__TASK REQUIREMENTS__: Copy every line that contains the string "کوچه" from the entries below.

__RECORDS SHOWN__:
....................

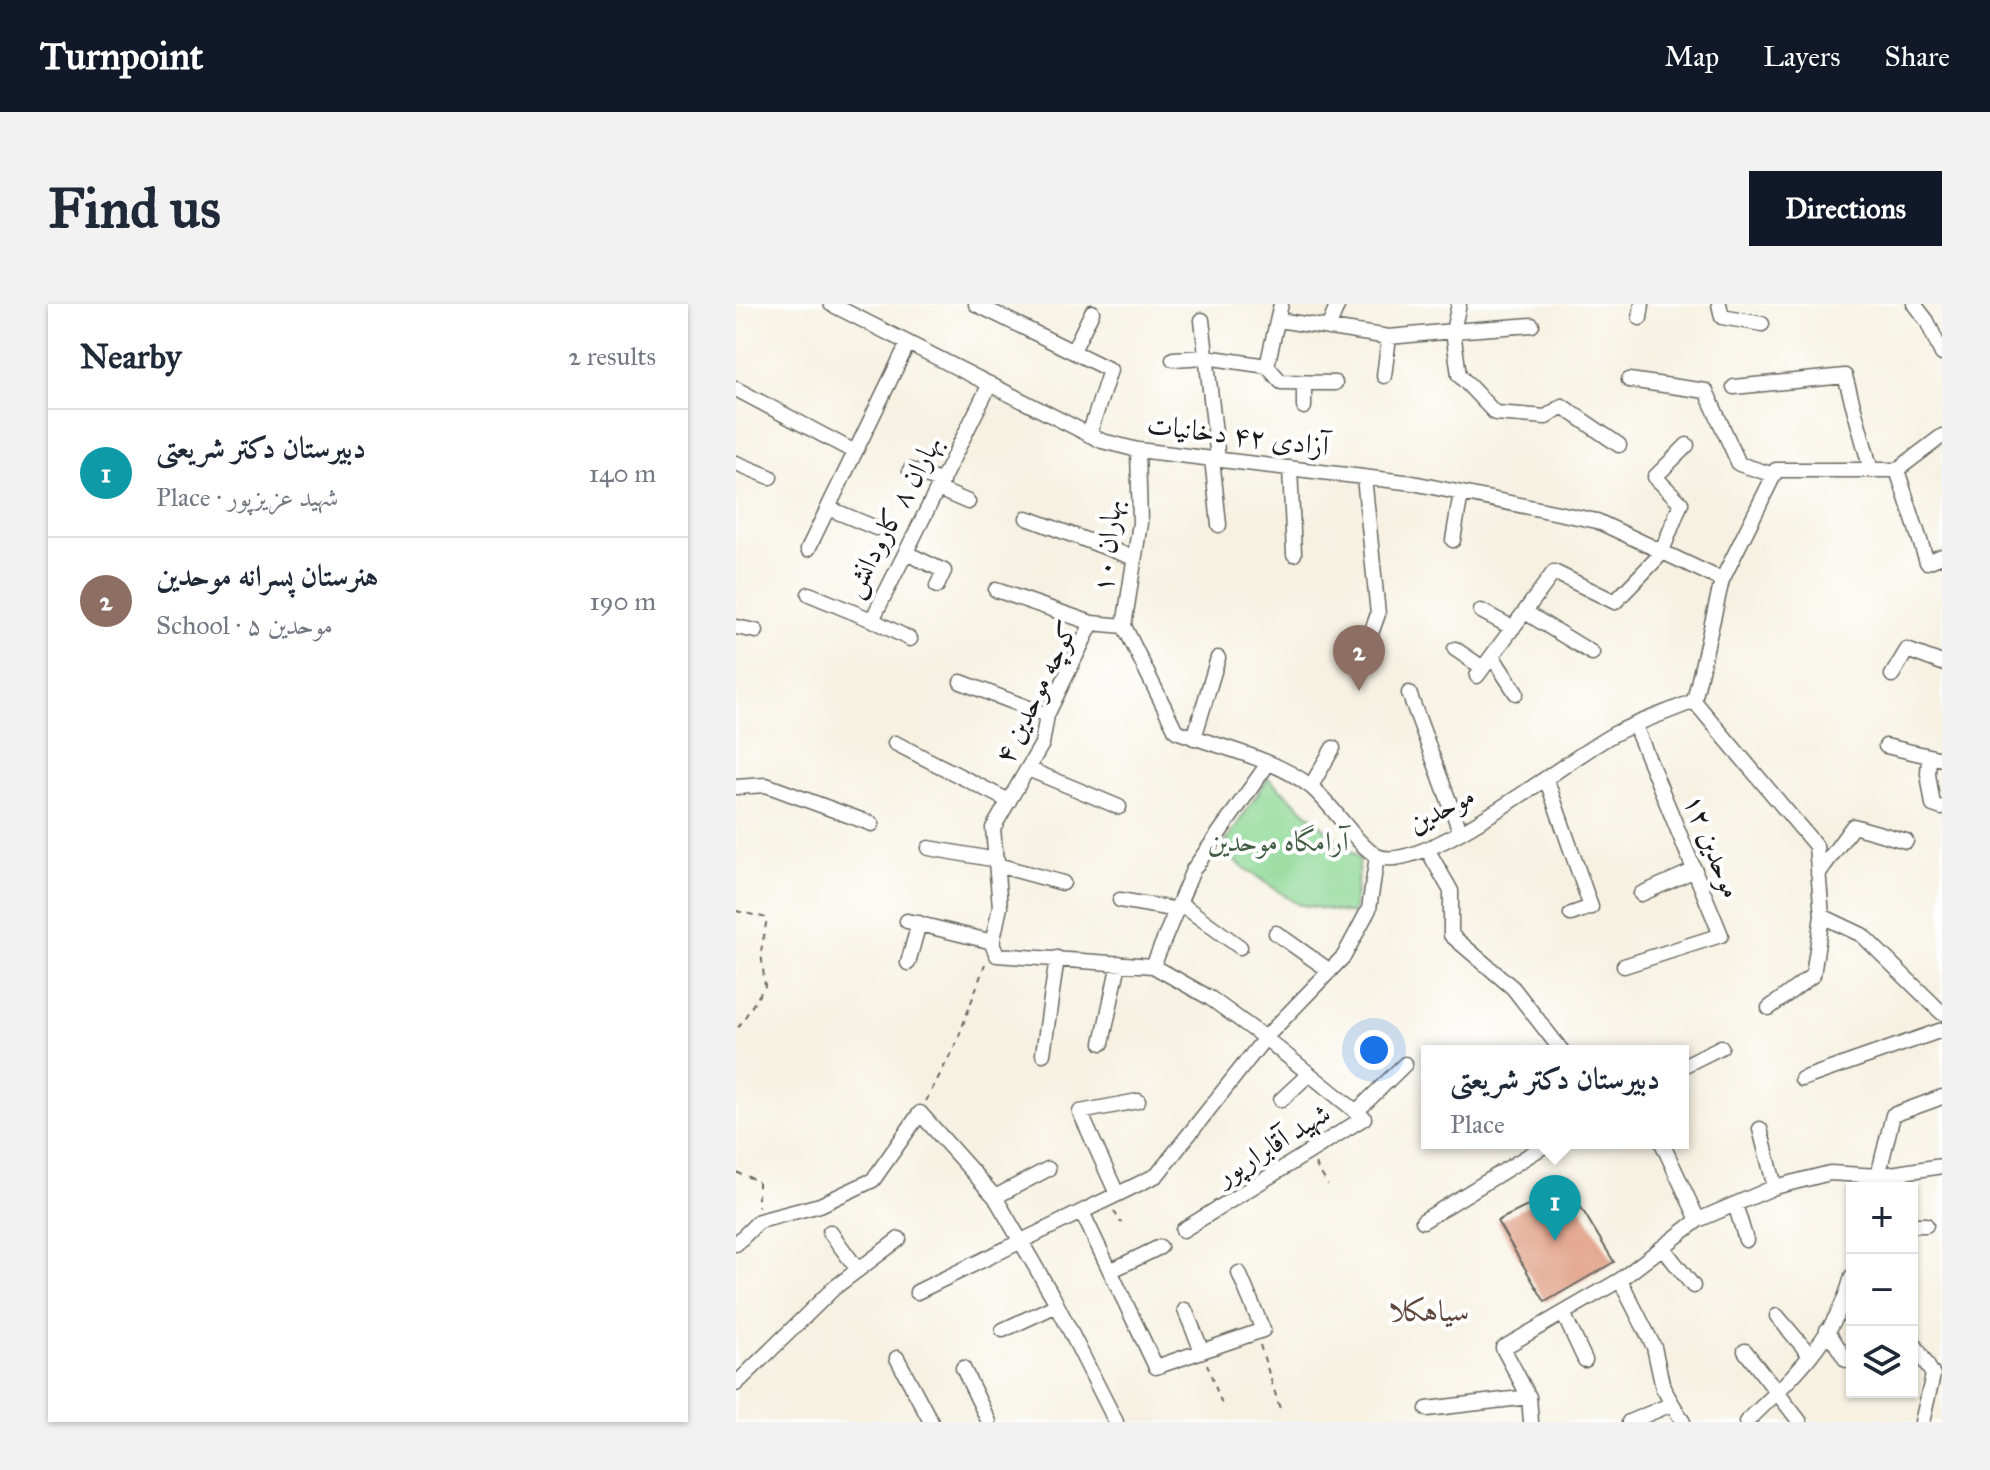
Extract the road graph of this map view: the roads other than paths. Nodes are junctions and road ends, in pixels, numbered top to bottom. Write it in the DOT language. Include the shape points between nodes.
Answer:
graph roads {
  1 [pos="831,304"];
  2 [pos="976,304"];
  3 [pos="1281,304"];
  4 [pos="1338,304"];
  5 [pos="1459,304"];
  6 [pos="1719,304"];
  7 [pos="1914,304"];
  8 [pos="859,310"];
  9 [pos="1092,312"];
  10 [pos="1202,320"];
  11 [pos="1278,320"];
  12 [pos="1762,324"];
  13 [pos="1532,325"];
  14 [pos="1328,328"];
  15 [pos="1453,331"];
  16 [pos="1389,337"];
  17 [pos="908,343"];
  18 [pos="1073,351"];
  19 [pos="1942,354"];
  20 [pos="1206,357"];
  21 [pos="1173,359"];
  22 [pos="1267,366"];
  23 [pos="1384,376"];
  24 [pos="1629,380"];
  25 [pos="1304,383"];
  26 [pos="1335,383"];
  27 [pos="990,384"];
  28 [pos="1734,387"];
  29 [pos="736,389"];
  30 [pos="1304,407"];
  31 [pos="1089,435"];
  32 [pos="1942,436"];
  33 [pos="1619,445"];
  34 [pos="1687,445"];
  35 [pos="1138,450"];
  36 [pos="853,451"];
  37 [pos="1215,459"];
  38 [pos="736,463"];
  39 [pos="1290,468"];
  40 [pos="910,470"];
  41 [pos="1871,470"];
  42 [pos="1897,470"];
  43 [pos="1774,475"];
  44 [pos="770,477"];
  45 [pos="1364,477"];
  46 [pos="940,486"];
  47 [pos="1461,493"];
  48 [pos="968,502"];
  49 [pos="828,508"];
  50 [pos="1027,518"];
  51 [pos="1219,525"];
  52 [pos="876,528"];
  53 [pos="1453,540"];
  54 [pos="808,549"];
  55 [pos="906,553"];
  56 [pos="1294,554"];
  57 [pos="1661,554"];
  58 [pos="1942,556"];
  59 [pos="1134,558"];
  60 [pos="1722,580"];
  61 [pos="937,586"];
  62 [pos="996,590"];
  63 [pos="809,594"];
  64 [pos="1481,611"];
  65 [pos="1525,612"];
  66 [pos="872,620"];
  67 [pos="1092,623"];
  68 [pos="1124,626"];
  69 [pos="736,627"];
  70 [pos="1513,628"];
  71 [pos="756,631"];
  72 [pos="910,639"];
  73 [pos="1369,639"];
  74 [pos="1455,649"];
  75 [pos="1592,653"];
  76 [pos="1218,658"];
  77 [pos="1942,663"];
  78 [pos="1484,667"];
  79 [pos="1892,675"];
  80 [pos="961,682"];
  81 [pos="1409,693"];
  82 [pos="1516,693"];
  83 [pos="1694,701"];
  84 [pos="1047,715"];
  85 [pos="1635,726"];
  86 [pos="1194,738"];
  87 [pos="895,743"];
  88 [pos="1886,746"];
  89 [pos="1333,748"];
  90 [pos="1936,758"];
  91 [pos="1267,765"];
  92 [pos="1028,769"];
  93 [pos="1547,781"];
  94 [pos="1311,786"];
  95 [pos="736,787"];
  96 [pos="1009,801"];
  97 [pos="1119,807"];
  98 [pos="1942,808"];
  99 [pos="872,824"];
  100 [pos="1460,831"];
  101 [pos="1906,841"];
  102 [pos="929,848"];
  103 [pos="1427,849"];
  104 [pos="1377,856"];
  105 [pos="997,863"];
  106 [pos="1695,870"];
  107 [pos="1818,874"];
  108 [pos="1063,883"];
  109 [pos="1641,894"];
  110 [pos="1120,900"];
  111 [pos="1179,907"];
  112 [pos="1571,914"];
  113 [pos="1822,916"];
  114 [pos="1276,933"];
  115 [pos="992,943"];
  116 [pos="1240,947"];
  117 [pos="1057,958"];
  118 [pos="908,963"];
  119 [pos="1119,963"];
  120 [pos="1153,966"];
  121 [pos="1624,966"];
  122 [pos="1330,971"];
  123 [pos="1769,1008"];
  124 [pos="1942,1013"];
  125 [pos="1942,1030"];
  126 [pos="1265,1038"];
  127 [pos="1102,1043"];
  128 [pos="1557,1045"];
  129 [pos="1721,1047"];
  130 [pos="1043,1054"];
  131 [pos="1689,1063"];
  132 [pos="1405,1064"];
  133 [pos="1309,1074"];
  134 [pos="1802,1079"];
  135 [pos="1942,1097"];
  136 [pos="1281,1100"];
  137 [pos="1138,1101"];
  138 [pos="1356,1112"];
  139 [pos="1760,1129"];
  140 [pos="1539,1149"];
  141 [pos="1665,1149"];
  142 [pos="1942,1166"];
  143 [pos="1048,1169"];
  144 [pos="1876,1182"];
  145 [pos="1775,1187"];
  146 [pos="1117,1194"];
  147 [pos="995,1197"];
  148 [pos="1735,1204"];
  149 [pos="1082,1212"];
  150 [pos="1698,1220"];
  151 [pos="1423,1221"];
  152 [pos="1183,1230"];
  153 [pos="830,1232"];
  154 [pos="899,1239"];
  155 [pos="1746,1240"];
  156 [pos="1021,1241"];
  157 [pos="736,1244"];
  158 [pos="1160,1247"];
  159 [pos="1663,1248"];
  160 [pos="858,1270"];
  161 [pos="1110,1271"];
  162 [pos="1239,1273"];
  163 [pos="1620,1280"];
  164 [pos="1693,1286"];
  165 [pos="917,1292"];
  166 [pos="1846,1301"];
  167 [pos="1057,1305"];
  168 [pos="1185,1310"];
  169 [pos="1563,1313"];
  170 [pos="1777,1316"];
  171 [pos="1003,1330"];
  172 [pos="1827,1330"];
  173 [pos="1918,1350"];
  174 [pos="1202,1351"];
  175 [pos="1745,1351"];
  176 [pos="1810,1355"];
  177 [pos="897,1358"];
  178 [pos="1585,1360"];
  179 [pos="1846,1360"];
  180 [pos="963,1368"];
  181 [pos="736,1384"];
  182 [pos="1776,1394"];
  183 [pos="1935,1394"];
  184 [pos="1529,1397"];
  185 [pos="1672,1404"];
  186 [pos="1427,1409"];
  187 [pos="931,1422"];
  188 [pos="989,1422"];
  189 [pos="1116,1422"];
  190 [pos="1531,1422"];
  191 [pos="1629,1422"];
  192 [pos="1683,1422"];
  193 [pos="1746,1422"];
  194 [pos="1800,1422"];
  195 [pos="1922,1422"];
  1 -- 8 [label="street, آزادی ۴۲ دخانیات"];
  2 -- 18 [label="street"];
  3 -- 11 [label="street"];
  4 -- 14 [label="street"];
  5 -- 15 [label="street"];
  6 -- 12 [label="street" via="1722,317"];
  7 -- 19 [label="street"];
  8 -- 17 [label="street, آزادی ۴۲ دخانیات"];
  9 -- 18 [label="street"];
  10 -- 20 [label="street"];
  11 -- 14 [label="street"];
  11 -- 22 [label="street"];
  13 -- 15 [label="street"];
  14 -- 16 [label="street"];
  15 -- 16 [label="street"];
  15 -- 33 [label="street" via="1459,375 1495,413 1546,417 1562,406"];
  16 -- 23 [label="street"];
  17 -- 27 [label="street, آزادی ۴۲ دخانیات"];
  17 -- 36 [label="street"];
  18 -- 31 [label="street" via="1110,370"];
  20 -- 21 [label="street"];
  20 -- 22 [label="street"];
  20 -- 37 [label="street"];
  22 -- 25 [label="street" via="1281,382"];
  24 -- 43 [label="street" via="1706,391 1739,464"];
  25 -- 26 [label="street"];
  25 -- 30 [label="street"];
  27 -- 31 [label="street, آزادی ۴۲ دخانیات"];
  27 -- 46 [label="street, بهاران ۸ کارودانش"];
  28 -- 41 [label="street" via="1845,376"];
  29 -- 36 [label="street"];
  31 -- 35 [label="street, آزادی ۴۲ دخانیات"];
  32 -- 42 [label="street"];
  34 -- 57 [label="street" via="1655,477 1681,503"];
  35 -- 37 [label="street, آزادی ۴۲ دخانیات"];
  35 -- 59 [label="street, بهاران ۱۰" via="1140,523"];
  36 -- 49 [label="street"];
  37 -- 39 [label="street, آزادی ۴۲ دخانیات"];
  37 -- 51 [label="street"];
  38 -- 44 [label="street"];
  39 -- 45 [label="street, آزادی ۴۲ دخانیات"];
  39 -- 56 [label="street"];
  40 -- 46 [label="street"];
  41 -- 42 [label="street"];
  41 -- 43 [label="street" via="1776,470"];
  42 -- 58 [label="street" via="1927,562"];
  43 -- 60 [label="street"];
  45 -- 47 [label="street, آزادی ۴۲ دخانیات"];
  45 -- 73 [label="street" via="1378,614"];
  46 -- 48 [label="street"];
  46 -- 55 [label="street, بهاران ۸ کارودانش"];
  47 -- 53 [label="street"];
  47 -- 57 [label="street, آزادی ۴۲ دخانیات" via="1597,521"];
  49 -- 52 [label="street"];
  49 -- 54 [label="street"];
  50 -- 59 [label="street"];
  55 -- 61 [label="street" via="944,571"];
  55 -- 66 [label="street, بهاران ۸ کارودانش"];
  57 -- 60 [label="street, آزادی ۴۲ دخانیات"];
  57 -- 65 [label="street" via="1615,602 1554,572"];
  59 -- 68 [label="street, بهاران ۱۰"];
  60 -- 83 [label="street"];
  62 -- 67 [label="street"];
  63 -- 66 [label="street, بهاران ۸ کارودانش"];
  64 -- 70 [label="street"];
  65 -- 70 [label="street"];
  65 -- 75 [label="street"];
  66 -- 72 [label="street"];
  67 -- 68 [label="street, کوچه موحدین ۴"];
  67 -- 84 [label="street, کوچه موحدین ۴"];
  68 -- 86 [label="street, بهاران ۱۰" via="1176,731"];
  69 -- 71 [label="street"];
  70 -- 78 [label="street"];
  74 -- 78 [label="street"];
  76 -- 86 [label="street"];
  77 -- 79 [label="street" via="1907,650"];
  78 -- 82 [label="street"];
  80 -- 84 [label="street"];
  81 -- 100 [label="street"];
  83 -- 85 [label="street, موحدین"];
  83 -- 107 [label="street" via="1816,846"];
  84 -- 92 [label="street, کوچه موحدین ۴" via="1042,744"];
  85 -- 93 [label="street, موحدین" via="1615,733"];
  85 -- 106 [label="street, موحدین ۱۲"];
  86 -- 91 [label="street"];
  87 -- 96 [label="street"];
  88 -- 90 [label="street"];
  89 -- 94 [label="street"];
  90 -- 98 [label="street" via="1928,774 1933,805"];
  91 -- 94 [label="street"];
  91 -- 111 [label="street" via="1193,870"];
  92 -- 96 [label="street, کوچه موحدین ۴"];
  92 -- 97 [label="street"];
  93 -- 100 [label="street, موحدین"];
  93 -- 112 [label="street" via="1591,907"];
  94 -- 104 [label="street"];
  95 -- 99 [label="street" via="766,785"];
  96 -- 105 [label="street, کوچه موحدین ۴" via="993,828"];
  100 -- 103 [label="street, موحدین"];
  101 -- 107 [label="street" via="1853,826"];
  102 -- 105 [label="street"];
  103 -- 104 [label="street, موحدین" via="1397,858"];
  103 -- 128 [label="street" via="1451,891 1451,935 1513,988"];
  104 -- 122 [label="street" via="1369,909"];
  105 -- 108 [label="street"];
  105 -- 115 [label="street, کوچه موحدین ۴" via="1000,907"];
  106 -- 109 [label="street"];
  106 -- 121 [label="street, موحدین ۱۲" via="1721,935"];
  107 -- 113 [label="street"];
  110 -- 111 [label="street"];
  111 -- 116 [label="street"];
  111 -- 120 [label="street"];
  113 -- 123 [label="street" via="1813,975"];
  113 -- 124 [label="street" via="1862,935"];
  114 -- 122 [label="street"];
  115 -- 117 [label="street" via="997,955"];
  115 -- 118 [label="street" via="913,922"];
  117 -- 119 [label="street"];
  117 -- 130 [label="street"];
  119 -- 120 [label="street"];
  119 -- 127 [label="street"];
  120 -- 126 [label="street, شهید آقابرارپور"];
  122 -- 126 [label="street"];
  125 -- 134 [label="street"];
  126 -- 133 [label="street, شهید آقابرارپور"];
  126 -- 146 [label="street" via="1157,1175"];
  129 -- 131 [label="street"];
  132 -- 138 [label="street"];
  133 -- 136 [label="street"];
  133 -- 138 [label="street, شهید آقابرارپور"];
  135 -- 144 [label="street" via="1893,1115"];
  137 -- 146 [label="street" via="1080,1112"];
  138 -- 152 [label="street, شهید آقابرارپور" via="1364,1118"];
  139 -- 145 [label="street"];
  140 -- 151 [label="street"];
  141 -- 150 [label="street"];
  142 -- 144 [label="street"];
  143 -- 147 [label="street"];
  144 -- 145 [label="street" via="1830,1173"];
  145 -- 148 [label="street"];
  146 -- 149 [label="street"];
  147 -- 156 [label="street"];
  147 -- 157 [label="street" via="920,1113 873,1180 820,1205 759,1221"];
  148 -- 150 [label="street"];
  148 -- 155 [label="street"];
  149 -- 156 [label="street"];
  149 -- 161 [label="street"];
  150 -- 159 [label="street"];
  153 -- 160 [label="street"];
  154 -- 160 [label="street"];
  156 -- 165 [label="street"];
  156 -- 167 [label="street"];
  158 -- 161 [label="street"];
  159 -- 163 [label="street"];
  159 -- 164 [label="street"];
  160 -- 181 [label="street"];
  161 -- 174 [label="street" via="1156,1367"];
  162 -- 174 [label="street" via="1263,1330"];
  163 -- 169 [label="street"];
  163 -- 185 [label="street" via="1654,1347"];
  166 -- 172 [label="street"];
  167 -- 171 [label="street"];
  167 -- 189 [label="street"];
  168 -- 174 [label="street"];
  169 -- 178 [label="street"];
  169 -- 184 [label="street" via="1503,1348"];
  170 -- 176 [label="street"];
  172 -- 176 [label="street"];
  172 -- 179 [label="street"];
  173 -- 183 [label="street" via="1933,1375"];
  175 -- 182 [label="street"];
  176 -- 182 [label="street"];
  177 -- 187 [label="street"];
  180 -- 188 [label="street"];
  182 -- 193 [label="street"];
  182 -- 194 [label="street"];
  183 -- 195 [label="street"];
  184 -- 186 [label="street"];
  184 -- 190 [label="street"];
  185 -- 191 [label="street"];
  185 -- 192 [label="street"];
}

....................

__RESULT OF THIS EXERCISE__:
  67 -- 68 [label="street, کوچه موحدین ۴"];
  67 -- 84 [label="street, کوچه موحدین ۴"];
  84 -- 92 [label="street, کوچه موحدین ۴" via="1042,744"];
  92 -- 96 [label="street, کوچه موحدین ۴"];
  96 -- 105 [label="street, کوچه موحدین ۴" via="993,828"];
  105 -- 115 [label="street, کوچه موحدین ۴" via="1000,907"];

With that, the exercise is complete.